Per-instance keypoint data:
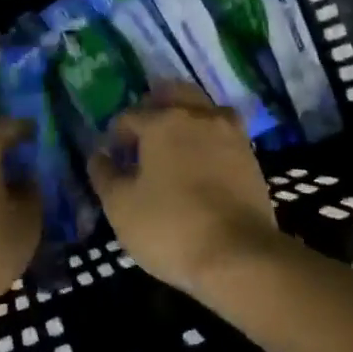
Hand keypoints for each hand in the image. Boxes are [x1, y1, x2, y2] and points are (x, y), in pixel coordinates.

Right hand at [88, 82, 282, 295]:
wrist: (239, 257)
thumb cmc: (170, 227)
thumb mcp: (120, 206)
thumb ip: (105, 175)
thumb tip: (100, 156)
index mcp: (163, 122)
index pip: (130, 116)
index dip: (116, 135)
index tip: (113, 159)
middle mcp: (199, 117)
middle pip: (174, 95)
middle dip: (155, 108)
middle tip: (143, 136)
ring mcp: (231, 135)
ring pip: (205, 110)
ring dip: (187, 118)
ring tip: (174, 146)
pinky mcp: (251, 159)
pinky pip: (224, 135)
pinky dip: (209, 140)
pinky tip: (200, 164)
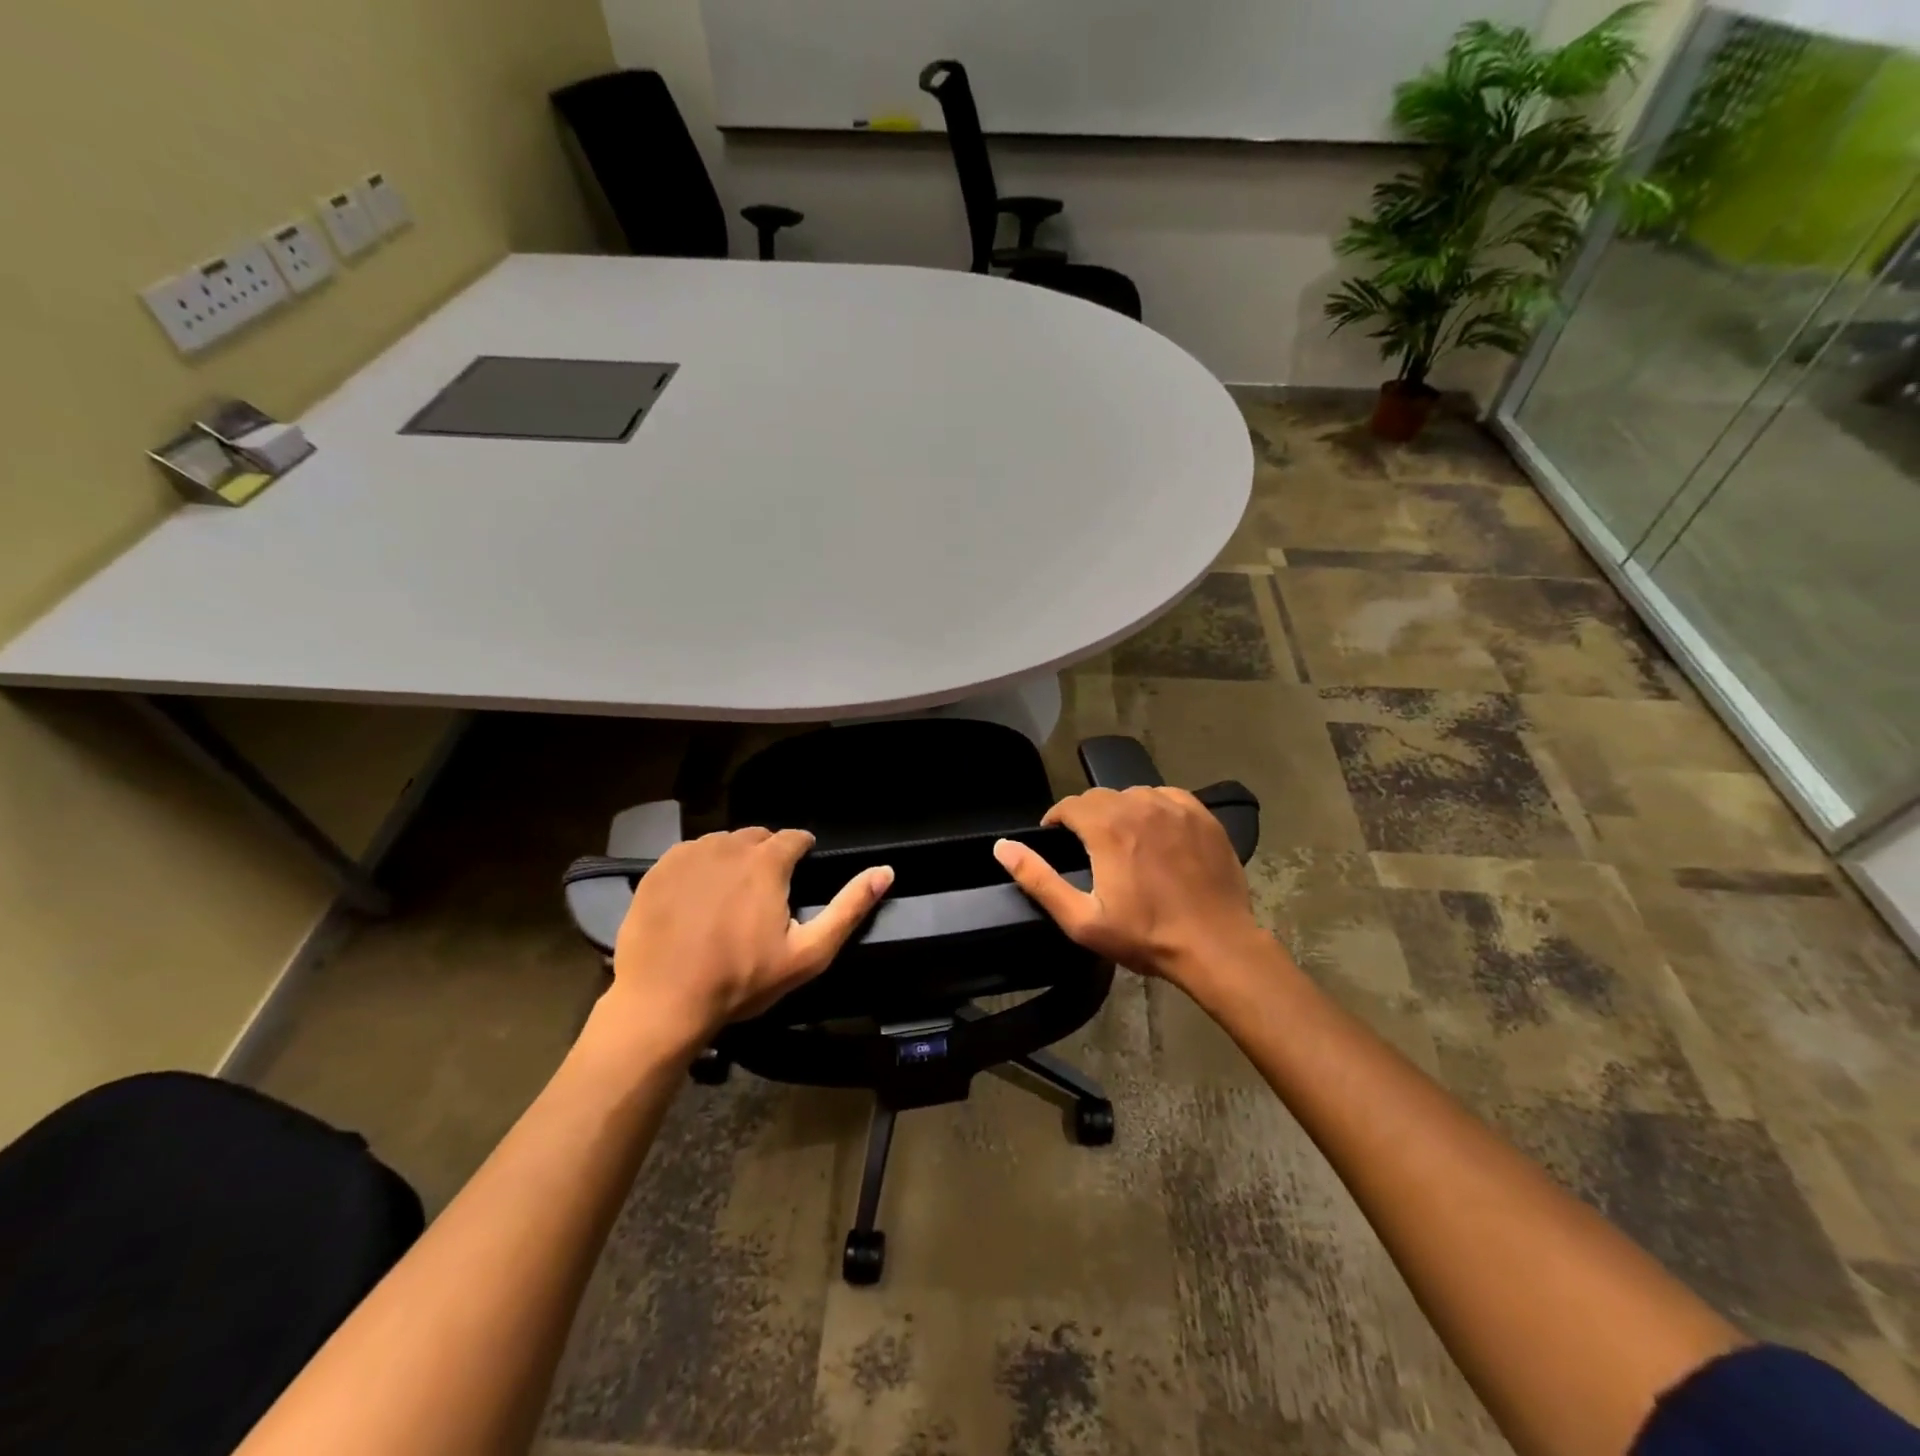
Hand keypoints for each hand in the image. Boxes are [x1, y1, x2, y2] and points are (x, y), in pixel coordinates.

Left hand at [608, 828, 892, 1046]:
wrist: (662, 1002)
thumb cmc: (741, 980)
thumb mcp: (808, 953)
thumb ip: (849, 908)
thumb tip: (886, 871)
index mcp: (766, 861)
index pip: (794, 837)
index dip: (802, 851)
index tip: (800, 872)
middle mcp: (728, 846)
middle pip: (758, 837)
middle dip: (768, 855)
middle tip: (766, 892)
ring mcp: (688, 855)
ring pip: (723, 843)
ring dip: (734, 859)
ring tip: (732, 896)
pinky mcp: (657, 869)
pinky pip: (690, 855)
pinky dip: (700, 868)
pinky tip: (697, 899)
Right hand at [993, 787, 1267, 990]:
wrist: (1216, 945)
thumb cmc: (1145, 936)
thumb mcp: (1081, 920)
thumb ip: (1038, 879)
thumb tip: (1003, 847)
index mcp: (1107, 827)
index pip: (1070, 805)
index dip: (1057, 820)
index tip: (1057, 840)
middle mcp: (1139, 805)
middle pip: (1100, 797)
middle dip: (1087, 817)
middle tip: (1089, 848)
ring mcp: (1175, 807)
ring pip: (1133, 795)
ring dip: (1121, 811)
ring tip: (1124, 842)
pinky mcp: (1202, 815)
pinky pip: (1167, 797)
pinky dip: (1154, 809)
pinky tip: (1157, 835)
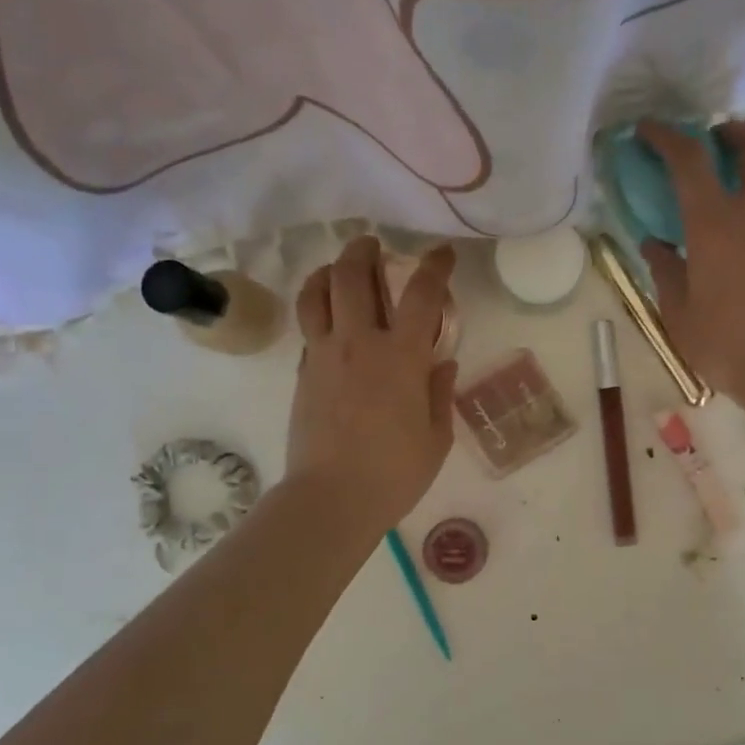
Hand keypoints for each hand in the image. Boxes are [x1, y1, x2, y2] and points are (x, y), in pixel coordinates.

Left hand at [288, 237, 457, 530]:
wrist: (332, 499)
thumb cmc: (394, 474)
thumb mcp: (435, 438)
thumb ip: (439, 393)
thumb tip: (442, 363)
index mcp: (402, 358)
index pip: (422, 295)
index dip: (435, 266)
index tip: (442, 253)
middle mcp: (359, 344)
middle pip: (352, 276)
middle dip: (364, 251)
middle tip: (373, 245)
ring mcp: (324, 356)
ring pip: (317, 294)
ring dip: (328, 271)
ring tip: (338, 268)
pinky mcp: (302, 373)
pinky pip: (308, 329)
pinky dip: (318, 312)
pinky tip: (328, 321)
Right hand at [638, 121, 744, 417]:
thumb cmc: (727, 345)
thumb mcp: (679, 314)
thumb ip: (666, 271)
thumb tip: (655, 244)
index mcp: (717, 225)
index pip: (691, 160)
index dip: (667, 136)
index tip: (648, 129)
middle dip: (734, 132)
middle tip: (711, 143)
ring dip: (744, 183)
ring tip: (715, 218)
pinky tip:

WHAT YOU WILL DO:
Drop every picture and repeat the rest of the entries exactly.

SOLVED EXERCISE:
Hand keypoints for each hand in the image. Boxes are [x1, y1, x2, y2] and points are (x, y), in pixel coordinates.

Right hand at [88, 82, 282, 295]:
wrist: (239, 257)
thumb cmc: (170, 227)
thumb mcp: (120, 206)
thumb ip: (105, 175)
thumb tip: (100, 156)
index mcp: (163, 122)
index pip: (130, 116)
index dip: (116, 135)
index tip: (113, 159)
middle mcp: (199, 117)
middle pip: (174, 95)
middle dip: (155, 108)
middle tip: (143, 136)
ring mcp: (231, 135)
ring pip: (205, 110)
ring dip: (187, 118)
ring tip: (174, 146)
pinky mcp: (251, 159)
pinky pip: (224, 135)
pinky dip: (209, 140)
pinky tip: (200, 164)
Hand keypoints for each hand in the image. Boxes are [x1, y1, x2, y2] and points are (x, y), in pixel coordinates.

Left hand at [608, 828, 892, 1046]:
wrist: (662, 1002)
thumb cmc: (741, 980)
thumb mcp: (808, 953)
thumb ip: (849, 908)
thumb tip: (886, 871)
index mcp: (766, 861)
index pip: (794, 837)
index dip: (802, 851)
index tip: (800, 872)
middle mcp: (728, 846)
middle pip: (758, 837)
middle dip: (768, 855)
middle tip: (766, 892)
ring mcp: (688, 855)
ring pip: (723, 843)
ring dip: (734, 859)
ring tip: (732, 896)
pinky mcp: (657, 869)
pinky pip: (690, 855)
pinky dip: (700, 868)
pinky tip: (697, 899)
Right hand at [993, 787, 1267, 990]:
wrist: (1216, 945)
thumb cmc: (1145, 936)
thumb mcp: (1081, 920)
thumb ip: (1038, 879)
thumb tip: (1003, 847)
index mcp: (1107, 827)
index pip: (1070, 805)
index dip: (1057, 820)
index tip: (1057, 840)
middle mcp: (1139, 805)
middle pip: (1100, 797)
middle dip: (1087, 817)
middle tip: (1089, 848)
ring mcp: (1175, 807)
ring pip: (1133, 795)
ring dip: (1121, 811)
ring tip: (1124, 842)
pinky mcp: (1202, 815)
pinky pip: (1167, 797)
pinky dip: (1154, 809)
pinky tip: (1157, 835)
Hand keypoints for each hand in the image. Boxes are [x1, y1, x2, y2] and points are (x, y), in pixel coordinates.

Left hand at [288, 237, 457, 530]:
wrist: (332, 499)
thumb cmc: (394, 474)
thumb mcp: (435, 438)
thumb ip: (439, 393)
thumb tip: (442, 363)
index mcp: (402, 358)
index pip: (422, 295)
index dip: (435, 266)
index tip: (442, 253)
middle mcp: (359, 344)
middle pip: (352, 276)
middle dip: (364, 251)
middle tip: (373, 245)
ring mcp: (324, 356)
ring pip: (317, 294)
ring dip: (328, 271)
ring tip: (338, 268)
pinky mcp: (302, 373)
pinky pip: (308, 329)
pinky dip: (318, 312)
pinky tip: (328, 321)
Right hand at [638, 121, 744, 417]:
thumb cmc: (727, 345)
thumb mcp: (679, 314)
thumb ip: (666, 271)
thumb tip: (655, 244)
index mcp: (717, 225)
index pip: (691, 160)
index dip: (667, 136)
index tip: (648, 129)
middle dip: (734, 132)
middle tip: (711, 143)
ring dip: (744, 183)
ring tip: (715, 218)
pinky tip:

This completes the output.